Qual è la differenza tra l'autonomia scolastica e il potere del sindaco riguardo alla chiusura delle scuole?
L'autonomia scolastica consente di spostare l'inizio delle lezioni e sospendere le attività, ma con l'obbligo di recuperare i giorni persi. Il sindaco, invece, può chiudere le scuole con un'ordinanza urgente per motivi sanitari, senza necessità di recupero.
Cosa prevede il calendario scolastico regionale per l'anno 2026-2027 in Sicilia?
Il calendario regionale fissa l'inizio delle lezioni al 15 settembre 2026 e la fine al 9 giugno 2027, per un totale di 206 giorni di scuola, oltre il minimo nazionale di 200 giorni.
Cosa succede se le lezioni vengono posticipate per decisione del consiglio d'istituto?
In caso di slittamento deciso dal consiglio d'istituto, le giornate di lezione perse devono essere recuperate durante l'anno scolastico per rispettare il numero minimo di giorni previsti dalla normativa.

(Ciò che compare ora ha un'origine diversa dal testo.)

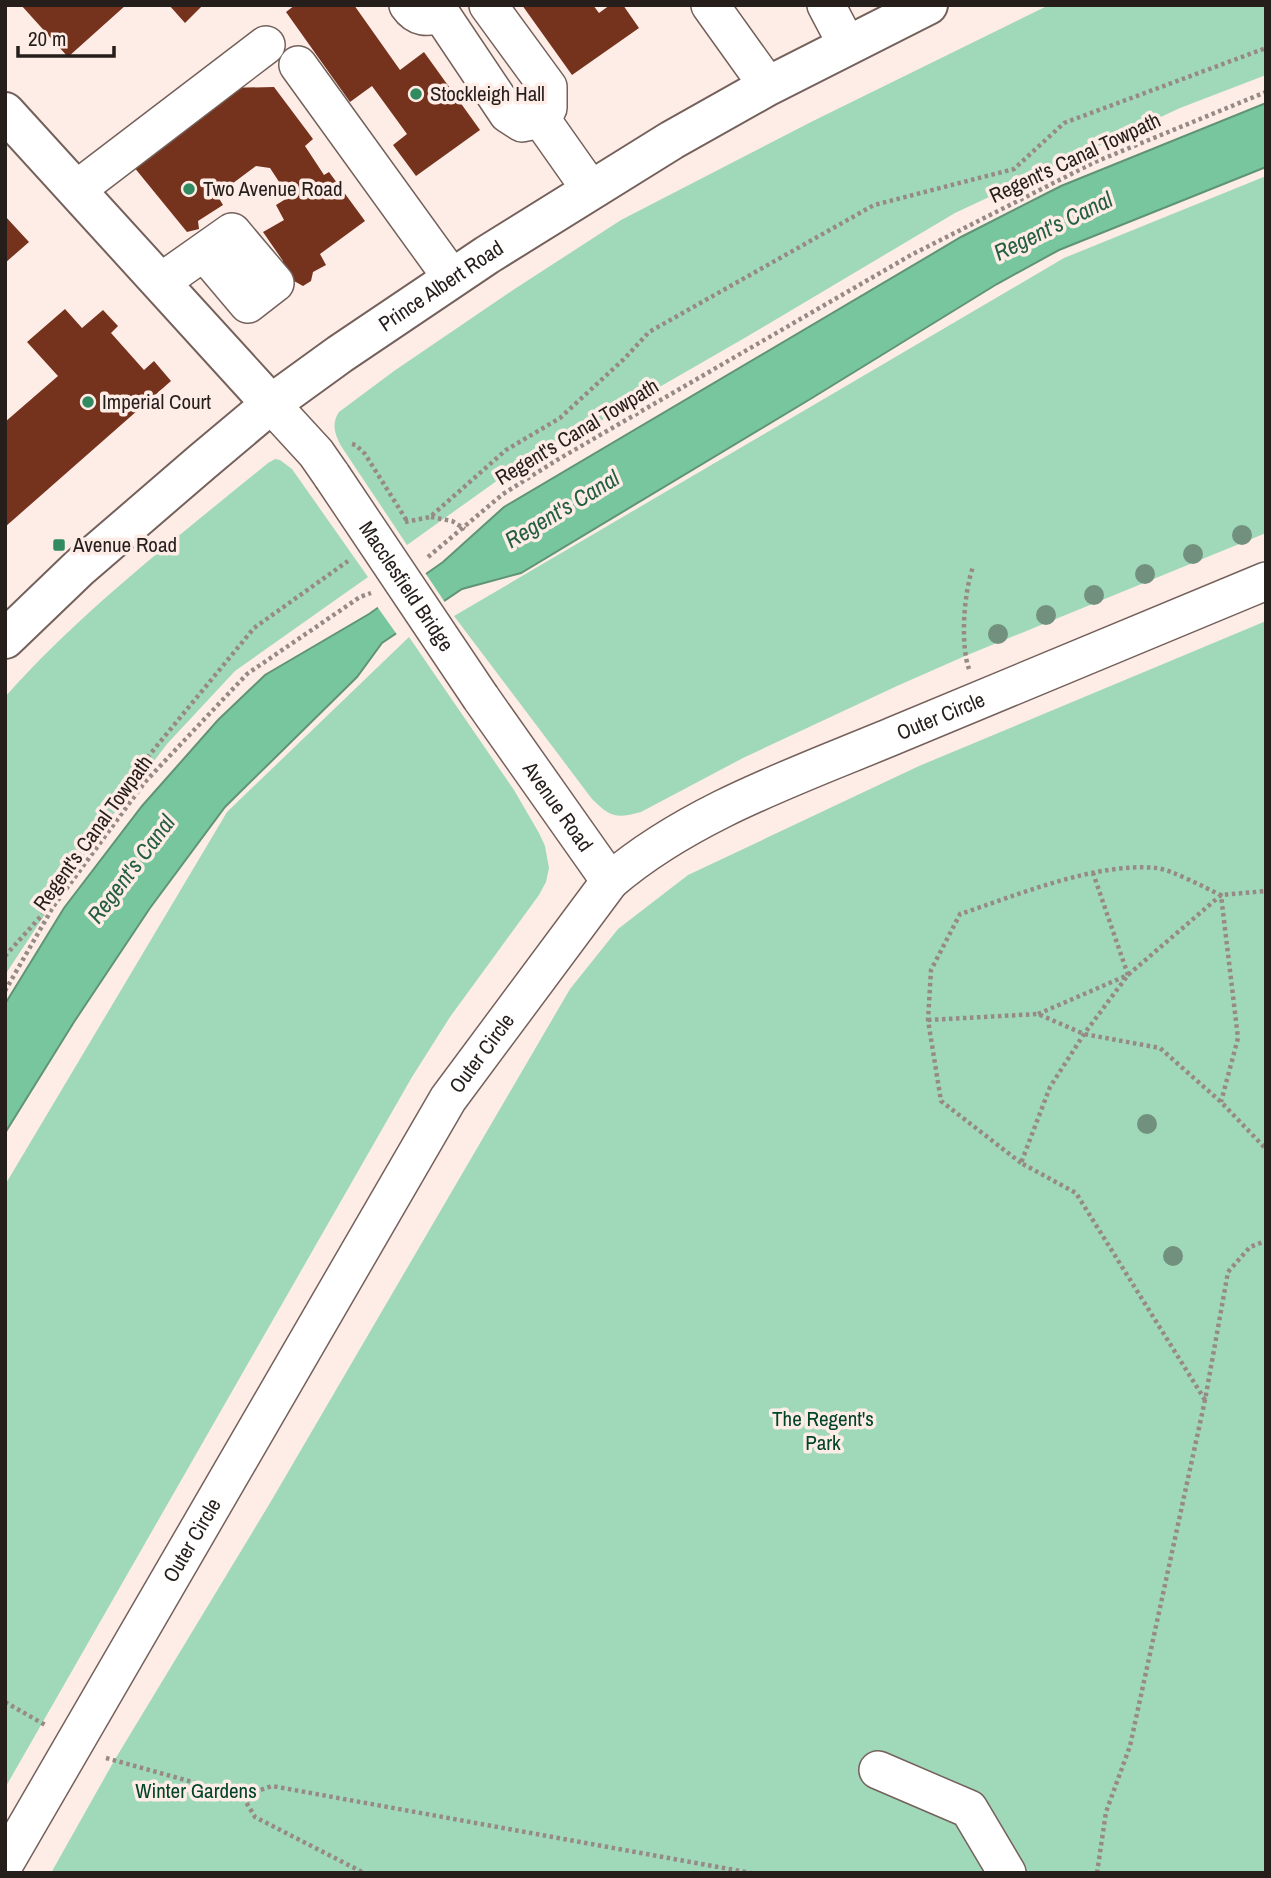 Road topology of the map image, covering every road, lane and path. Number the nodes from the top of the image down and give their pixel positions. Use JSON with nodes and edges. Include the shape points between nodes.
{"nodes":[{"id":1,"x":488,"y":5,"type":"edge"},
{"id":2,"x":710,"y":5,"type":"edge"},
{"id":3,"x":826,"y":5,"type":"edge"},
{"id":4,"x":928,"y":5,"type":"edge"},
{"id":5,"x":435,"y":8,"type":"edge"},
{"id":6,"x":266,"y":45,"type":"dead end"},
{"id":7,"x":847,"y":45,"type":"junction"},
{"id":8,"x":1266,"y":48,"type":"edge"},
{"id":9,"x":298,"y":65,"type":"dead end"},
{"id":10,"x":768,"y":86,"type":"junction"},
{"id":11,"x":1266,"y":92,"type":"edge"},
{"id":12,"x":5,"y":112,"type":"edge"},
{"id":13,"x":541,"y":120,"type":"junction"},
{"id":14,"x":76,"y":190,"type":"junction"},
{"id":15,"x":591,"y":190,"type":"junction"},
{"id":16,"x":204,"y":252,"type":"dead end"},
{"id":17,"x":452,"y":278,"type":"junction"},
{"id":18,"x":161,"y":282,"type":"junction"},
{"id":19,"x":271,"y":404,"type":"junction"},
{"id":20,"x":365,"y":454,"type":"dead end"},
{"id":21,"x":430,"y":517,"type":"junction"},
{"id":22,"x":407,"y":521,"type":"junction"},
{"id":23,"x":397,"y":528,"type":"dead end"},
{"id":24,"x":465,"y":529,"type":"junction"},
{"id":25,"x":354,"y":556,"type":"dead end"},
{"id":26,"x":424,"y":560,"type":"dead end"},
{"id":27,"x":972,"y":567,"type":"dead end"},
{"id":28,"x":1266,"y":581,"type":"edge"},
{"id":29,"x":379,"y":590,"type":"dead end"},
{"id":30,"x":6,"y":636,"type":"edge"},
{"id":31,"x":481,"y":698,"type":"joint"},
{"id":32,"x":981,"y":700,"type":"junction"},
{"id":33,"x":1093,"y":873,"type":"junction"},
{"id":34,"x":610,"y":881,"type":"junction"},
{"id":35,"x":1266,"y":891,"type":"edge"},
{"id":36,"x":1221,"y":895,"type":"junction"},
{"id":37,"x":41,"y":915,"type":"junction"},
{"id":38,"x":47,"y":920,"type":"junction"},
{"id":39,"x":5,"y":956,"type":"edge"},
{"id":40,"x":1128,"y":975,"type":"junction"},
{"id":41,"x":5,"y":991,"type":"edge"},
{"id":42,"x":1038,"y":1014,"type":"junction"},
{"id":43,"x":928,"y":1020,"type":"junction"},
{"id":44,"x":1084,"y":1034,"type":"junction"},
{"id":45,"x":1221,"y":1102,"type":"junction"},
{"id":46,"x":1266,"y":1149,"type":"edge"},
{"id":47,"x":1021,"y":1163,"type":"junction"},
{"id":48,"x":1266,"y":1241,"type":"edge"},
{"id":49,"x":1205,"y":1399,"type":"junction"},
{"id":50,"x":5,"y":1702,"type":"edge"},
{"id":51,"x":49,"y":1727,"type":"dead end"},
{"id":52,"x":114,"y":1761,"type":"dead end"},
{"id":53,"x":878,"y":1769,"type":"dead end"},
{"id":54,"x":243,"y":1796,"type":"junction"},
{"id":55,"x":5,"y":1863,"type":"edge"},
{"id":56,"x":364,"y":1873,"type":"edge"},
{"id":57,"x":751,"y":1873,"type":"edge"},
{"id":58,"x":1007,"y":1873,"type":"edge"},
{"id":59,"x":1097,"y":1873,"type":"edge"}],
"edges":[{"from":1,"to":13,"type":"street","via":[[548,87],[548,108]]},
{"from":2,"to":10,"type":"street"},
{"from":3,"to":7,"type":"street"},
{"from":4,"to":7,"type":"main road","name":"Prince Albert Road"},
{"from":5,"to":13,"type":"street","via":[[508,114],[522,123]]},
{"from":6,"to":14,"type":"street"},
{"from":7,"to":10,"type":"main road","name":"Prince Albert Road"},
{"from":8,"to":21,"type":"path","via":[[1064,123],[1014,169],[874,205],[649,332],[560,418],[506,450]]},
{"from":9,"to":17,"type":"street"},
{"from":10,"to":15,"type":"main road","name":"Prince Albert Road"},
{"from":11,"to":24,"type":"path","name":"Regent's Canal Towpath","via":[[1095,162],[911,255],[556,460],[503,494]]},
{"from":12,"to":14,"type":"main road"},
{"from":13,"to":15,"type":"street"},
{"from":14,"to":18,"type":"main road"},
{"from":15,"to":17,"type":"main road","name":"Prince Albert Road"},
{"from":16,"to":18,"type":"street"},
{"from":17,"to":19,"type":"main road","name":"Prince Albert Road"},
{"from":18,"to":19,"type":"main road"},
{"from":19,"to":30,"type":"main road","name":"Prince Albert Road"},
{"from":19,"to":31,"type":"street","name":"Macclesfield Bridge","bridge":true,"via":[[316,453]]},
{"from":20,"to":22,"type":"path"},
{"from":21,"to":22,"type":"path"},
{"from":21,"to":24,"type":"path"},
{"from":22,"to":23,"type":"path"},
{"from":24,"to":26,"type":"path","name":"Regent's Canal Towpath"},
{"from":25,"to":37,"type":"path","via":[[254,628],[95,825]]},
{"from":27,"to":32,"type":"path","via":[[967,582],[965,656]]},
{"from":28,"to":32,"type":"street","name":"Outer Circle"},
{"from":29,"to":38,"type":"path","name":"Regent's Canal Towpath","via":[[360,597],[247,674],[145,782]]},
{"from":31,"to":34,"type":"street","name":"Avenue Road"},
{"from":32,"to":34,"type":"street","name":"Outer Circle","via":[[715,814],[666,839]]},
{"from":33,"to":36,"type":"path","via":[[1158,867]]},
{"from":33,"to":40,"type":"path"},
{"from":33,"to":43,"type":"path","via":[[960,914],[931,970]]},
{"from":34,"to":55,"type":"street","name":"Outer Circle","via":[[448,1099]]},
{"from":35,"to":36,"type":"path"},
{"from":36,"to":40,"type":"path"},
{"from":36,"to":45,"type":"path","via":[[1238,1038]]},
{"from":37,"to":38,"type":"path"},
{"from":37,"to":39,"type":"path"},
{"from":38,"to":41,"type":"path","name":"Regent's Canal Towpath"},
{"from":40,"to":42,"type":"path"},
{"from":40,"to":44,"type":"path"},
{"from":42,"to":43,"type":"path"},
{"from":42,"to":44,"type":"path"},
{"from":43,"to":47,"type":"path","via":[[941,1101]]},
{"from":44,"to":45,"type":"path","via":[[1160,1048]]},
{"from":44,"to":47,"type":"path","via":[[1050,1087]]},
{"from":45,"to":46,"type":"path"},
{"from":47,"to":49,"type":"path","via":[[1076,1193]]},
{"from":48,"to":49,"type":"path","via":[[1250,1247],[1228,1272]]},
{"from":49,"to":59,"type":"path","via":[[1130,1746],[1106,1812]]},
{"from":50,"to":51,"type":"path"},
{"from":52,"to":54,"type":"path"},
{"from":53,"to":58,"type":"street","via":[[969,1809]]},
{"from":54,"to":56,"type":"path","via":[[255,1817]]},
{"from":54,"to":57,"type":"path","via":[[272,1786]]}]} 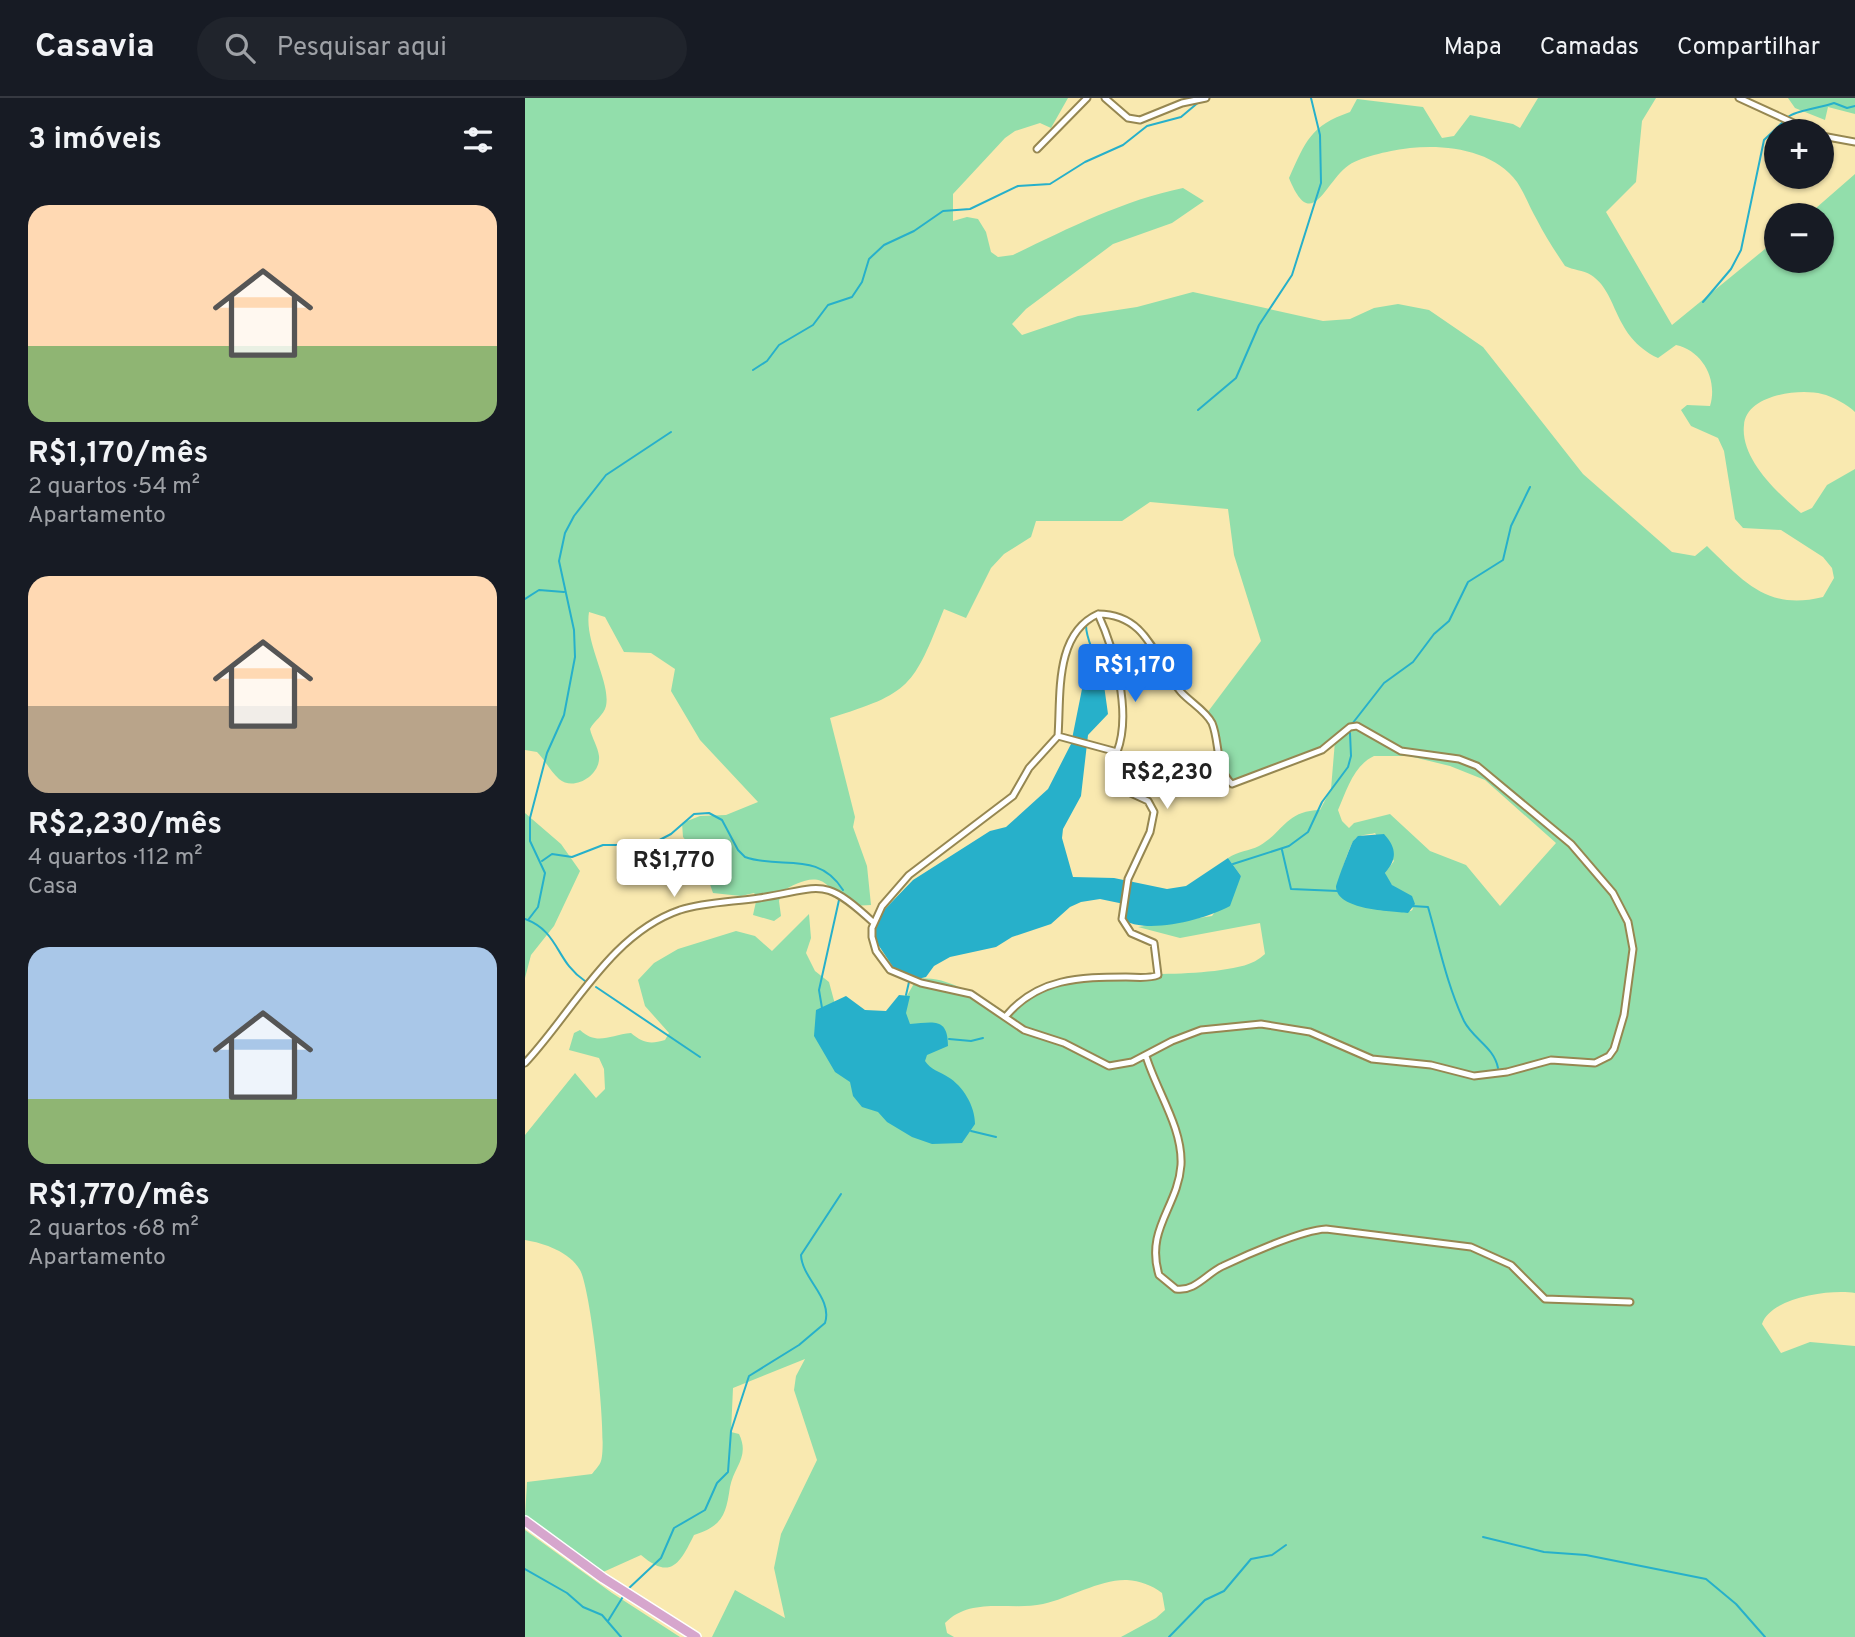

Quali sono le conseguenze pratiche per famiglie e docenti in caso di rinvio o chiusura delle scuole?
Le famiglie vengono informate direttamente dalla scuola o dal Comune; se il rinvio è deciso dalla scuola, i giorni saranno recuperati, mentre se è il sindaco a chiudere per motivi sanitari, non è previsto recupero. I docenti devono aggiornarsi sulle nuove regole, come quelle sulla privacy e l'intelligenza artificiale, in vigore dall'anno scolastico 2026/2027.
Il numero di giorni di scuola in Sicilia può essere inferiore a quello previsto dal calendario regionale?
No, anche in caso di spostamento dell'inizio delle lezioni, deve essere rispettato il minimo di 200 giorni di attività didattica previsto dalla normativa nazionale, recuperando eventuali giorni persi.